Still, there weren’t any new contenders that actually opened on Friday, since Turkey Day implied that most families wouldn’t set out to the theaters over the weekend. Maybe if they’d gotten the weekend opportunity, Twilight wouldn’t be standing so strong.
Rise of the Guardians released mid-week, when its entire target audience would be at school. Its first weekend was a failure, and although it may seem strange, when you think about the Avengers exploitation plot it really isn’t all that hard to imagine. Maybe it isn’t an awful film, but it certainly won’t grip the way an animated movie is supposed to.

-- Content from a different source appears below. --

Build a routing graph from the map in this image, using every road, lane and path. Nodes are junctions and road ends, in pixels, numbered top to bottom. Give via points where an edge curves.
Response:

Life of Pi also opened mid-week, which is too bad because Ang Lee has been out of commission for a while now as a powerhouse filmmaker, despite how we may poke at him for making Hulk. The film undoubtedly deserved a weekend release, and despite how visually stunning and well adapted it is from its source material, the only issue here was its marketability. It simply couldn’t spark an audience, but it’s stylistically remarkable.

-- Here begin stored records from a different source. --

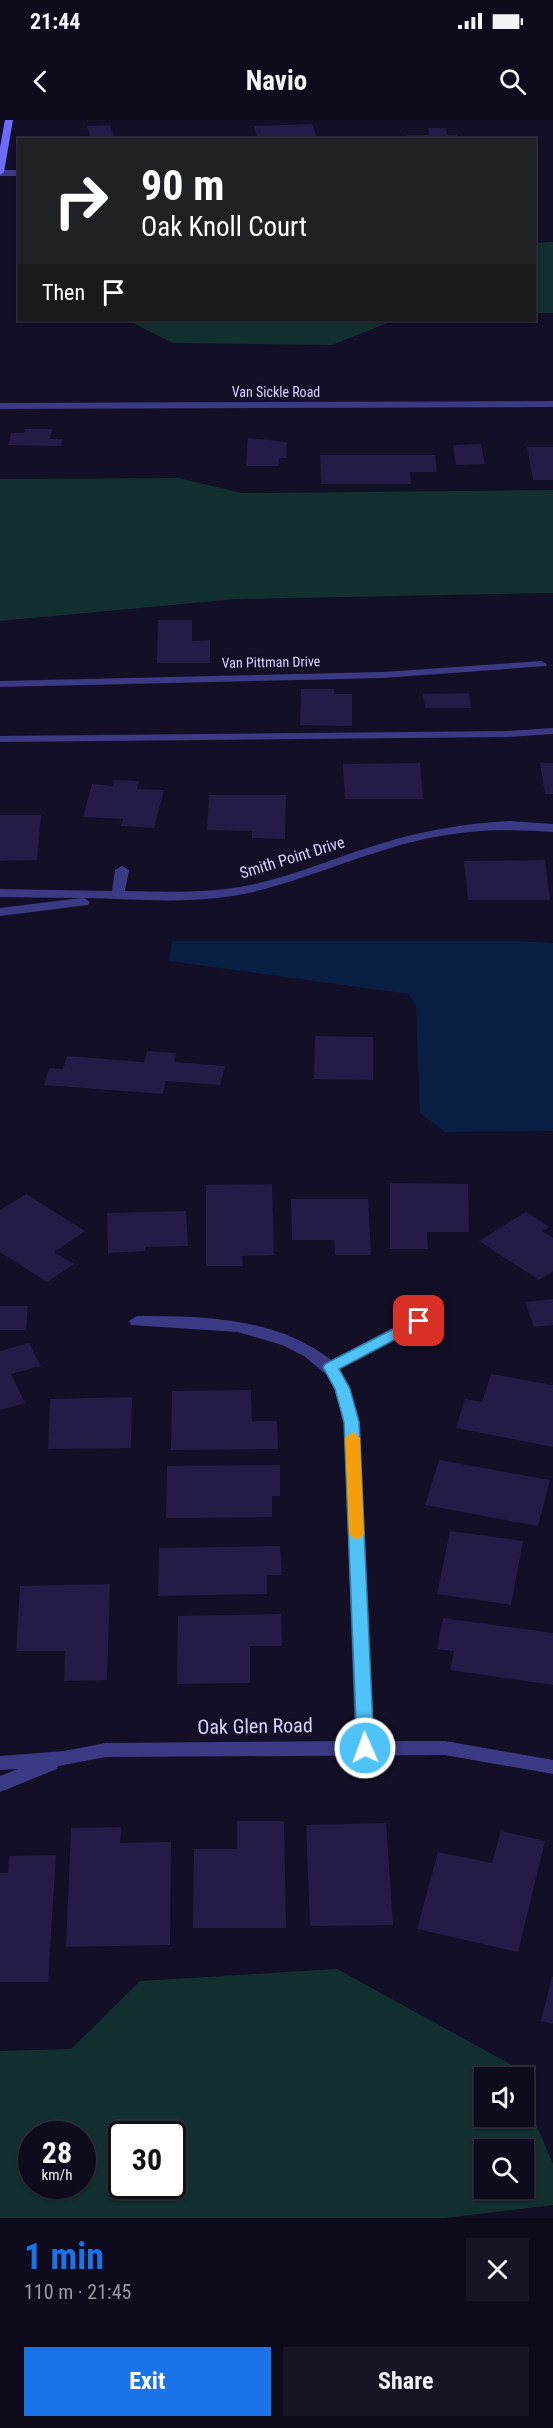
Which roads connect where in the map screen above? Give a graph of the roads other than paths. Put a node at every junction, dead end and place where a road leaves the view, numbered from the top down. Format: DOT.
graph roads {
  1 [pos="9,120"];
  2 [pos="0,172"];
  3 [pos="18,173"];
  4 [pos="553,404"];
  5 [pos="0,406"];
  6 [pos="542,664"];
  7 [pos="0,684"];
  8 [pos="553,731"];
  9 [pos="0,739"];
  10 [pos="553,828"];
  11 [pos="122,870"];
  12 [pos="0,893"];
  13 [pos="118,896"];
  14 [pos="0,912"];
  15 [pos="137,1321"];
  16 [pos="419,1321"];
  17 [pos="330,1367"];
  18 [pos="365,1748"];
  19 [pos="64,1758"];
  20 [pos="0,1763"];
  21 [pos="553,1767"];
  22 [pos="0,1784"];
  1 -- 2 [label="street"];
  2 -- 3 [label="street"];
  4 -- 5 [label="street, Van Sickle Road"];
  6 -- 7 [label="lane, Van Pittman Drive"];
  8 -- 9 [label="lane"];
  10 -- 13 [label="street, Smith Point Drive"];
  11 -- 13 [label="street"];
  12 -- 13 [label="street, Smith Point Drive"];
  13 -- 14 [label="street"];
  15 -- 17 [label="street"];
  16 -- 17 [label="street"];
  17 -- 18 [label="street"];
  18 -- 19 [label="street, Oak Glen Road"];
  18 -- 21 [label="street, Oak Glen Road"];
  19 -- 20 [label="street, Oak Glen Road"];
  19 -- 22 [label="street, Oak Glen Road"];
}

Red Dawn had an incredible budget for such a strange plot and awful cast. With the exception of Chris Hemsworth, who remains likable but not exactly a skilled craftsman of acting genius, and Jeffrey Dean Morgan, the entire cast is lacking. Sometimes people just want escapism, and the critics’ reviews have been called over-judgmental, but the sad truth is that this film is mostly silly in a bad stupid way.
The Silver Linings Playbook is on par with Life of Pi in its own special way. Including a dynamic duo with Bradley Cooper seeking out his Limitless acting expansion and Jennifer Lawrence being as brilliant as ever, this film should have and possibly could have wiped the box office slate clean. Unfortunately, there’s a great many more stupid people out there than we’d care to admit, and they’re keeping cinema at a low standard.
Hitchcock was flawlessly cast, and Anthony Hopkins managed a performance that mostly captured the energy of one of most influential and larger-than-life directors of all time. But biopics and anything too anti-mainstream is sure to fail in a box office.
It’s the age-old challenge of sacrificing cinematic individuality for blockbuster marketability. Very rarely is this balance attained, and if there’s one lesson we learned this weekend, it’s that today’s generation has forced trends above the paygrade of art, and there’s nothing we can do about it.
1.) Twilight: Breaking Dawn, Part 2 (Sum.): Second weekend, with $43 million.
2.) Skyfall (Sony): Third weekend, with $36 million.
3.) Lincoln (BV): Third weekend, with $25 million.
4.) Rise of the Guardians (P/DW): Opening weekend, with $24 million.
5.) Life of Pi (Fox): Opening weekend, with $22 million.